Groans and sighs came from every direction, but I’d quit listening to their complaining, too focused on the girl in front of me.
“Okay, let’s begin,” Weinstein said. “Face your partners, please.”
Students milled around, turning their desks around, and I watched with a dawning sense of dread. I’d have to look at her for an entire hour.
Dovey stood and maneuvered her desk to face mine, and it made an awful scrapping sound on the tile, making me draw up more. I froze and sucked in, preparing myself. From the moment I’d met her, I’d decided she wasn’t the kind of girl who made a guy catch his breath, yet I always did. Or maybe all males did, and I was just lying to myself. Either way, guys watched her, desired her—that was obvious from the way their heads moved when her body glided by. She didn’t care about them and that was part of her sexy factor. She didn’t put on airs or pretend to have the latest Louis Vuitton bag, yet she carried herself like a rich girl.
From across the row, Sebastian waggled his eyebrows at me, nudging his head at Dovey. For once, I wasn’t in the mood for his jokes.
He whistled under his breath. “Damn. Looks like you got lucky,” he said to me.
“Hello. I’m not deaf,” Dovey said, face taut.
“Sorry. Rude, huh?” he said to her, an engaging smile working his face.

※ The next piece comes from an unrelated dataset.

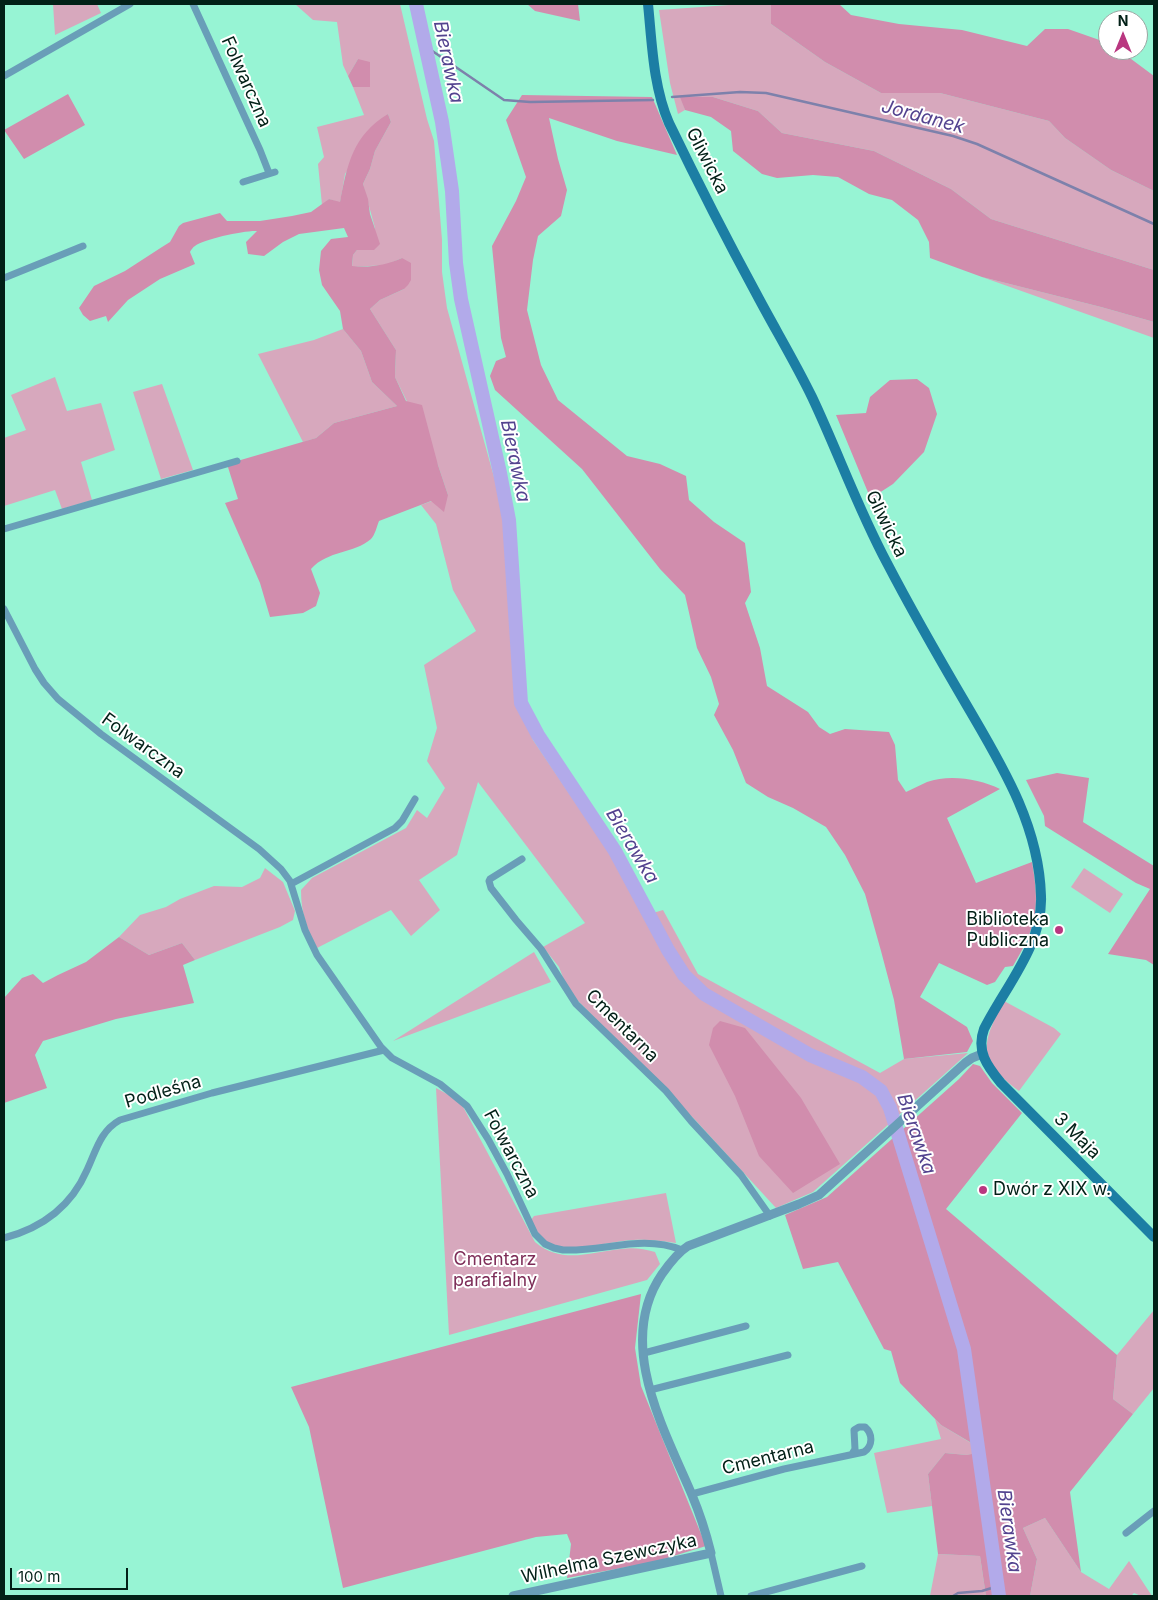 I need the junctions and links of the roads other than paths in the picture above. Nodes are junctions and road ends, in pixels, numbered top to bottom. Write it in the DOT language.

She dipped her shoulders in an elegant shrug, doodling on a piece of paper.
He cleared his throat. “Most know me…’cause I’m that kind of guy…but in case you don’t, I’m Sebastian Tate.” He looked around the room expectantly. “You’d really think there’d be a drum roll or something when I say my name.”
She rolled her eyes and drew a heart, coloring in a jagged crack down the middle.
He grinned, not giving up. “And this should come as no surprise, but I’m a big deal here,” he said. ”And you aren’t even listening, which is crazy ‘cause you are gorgeous. Why have we never talked before?”
She graced him with brief glance and quirked an eyebrow. “I’m Dovey Beckham. You’re new this year, right?”
“Yeah. Wanna show me around sometime? I hear there’s some study carrels in the back of the library I’ve never seen. It might be dark though. You’d have to hold my hand.” He winked at her and her mouth twitched, making my chest tight.
Everyone loved Sebastian. No doubt, she would too.
He needed to chill with the flirting.
“She’s a ballerina,” I blurted for no apparent reason.
Sebastian shifted his eyes at me, a gleam of surprise there. That boy saw way too much, and I’d hear about it later. “That so? I’d love to hear more.”
“This is stupid,” I remarked, sounding surly. I eyed him, biting my tongue, wanting to tell him to back the hell up and go talk to Emma. Dovey was my partner, not his.
“I find this whole class boring,” Emma said from her desk. I cast a lazy grin at her, encouraging her.
“You a good ballerina?” Sebastian asked Dovey.
Dovey fiddled with her notebook. “I’ve never been to an official academy, just a personal trainer and the dance school here, but I’m good enough to audition for a company, maybe get an apprenticeship. It’s my whole life.”
“Can I call you “tiny dancer”?” he said. “You know, like in the Elton John song?”
She arched a brow. “I know the song—and no.”
“Not with those legs anyway,” I murmured, immediately wishing I hadn’t when she glared at me head-on with those blue eyes.
What? They weren’t tiny; they were long and luscious and when she straddled…
“So, I take it you two know each other?” Sebastian asked, his eyes bouncing back and forth between us.
“Yes,” Dovey answered.
“No,” I said at the same time.
Sebastian laughed and scratched his head. “Which is it?”
Emma yawned delicately. “Oh, leave it. Can we get on with our interviewing now, Sebastian?”
And then it happened. She dredged up the past.
“I thought I knew him,” Dovey said, speaking to Sebastian, but with her eyes burning into mine. “But he turned out to be a liar.”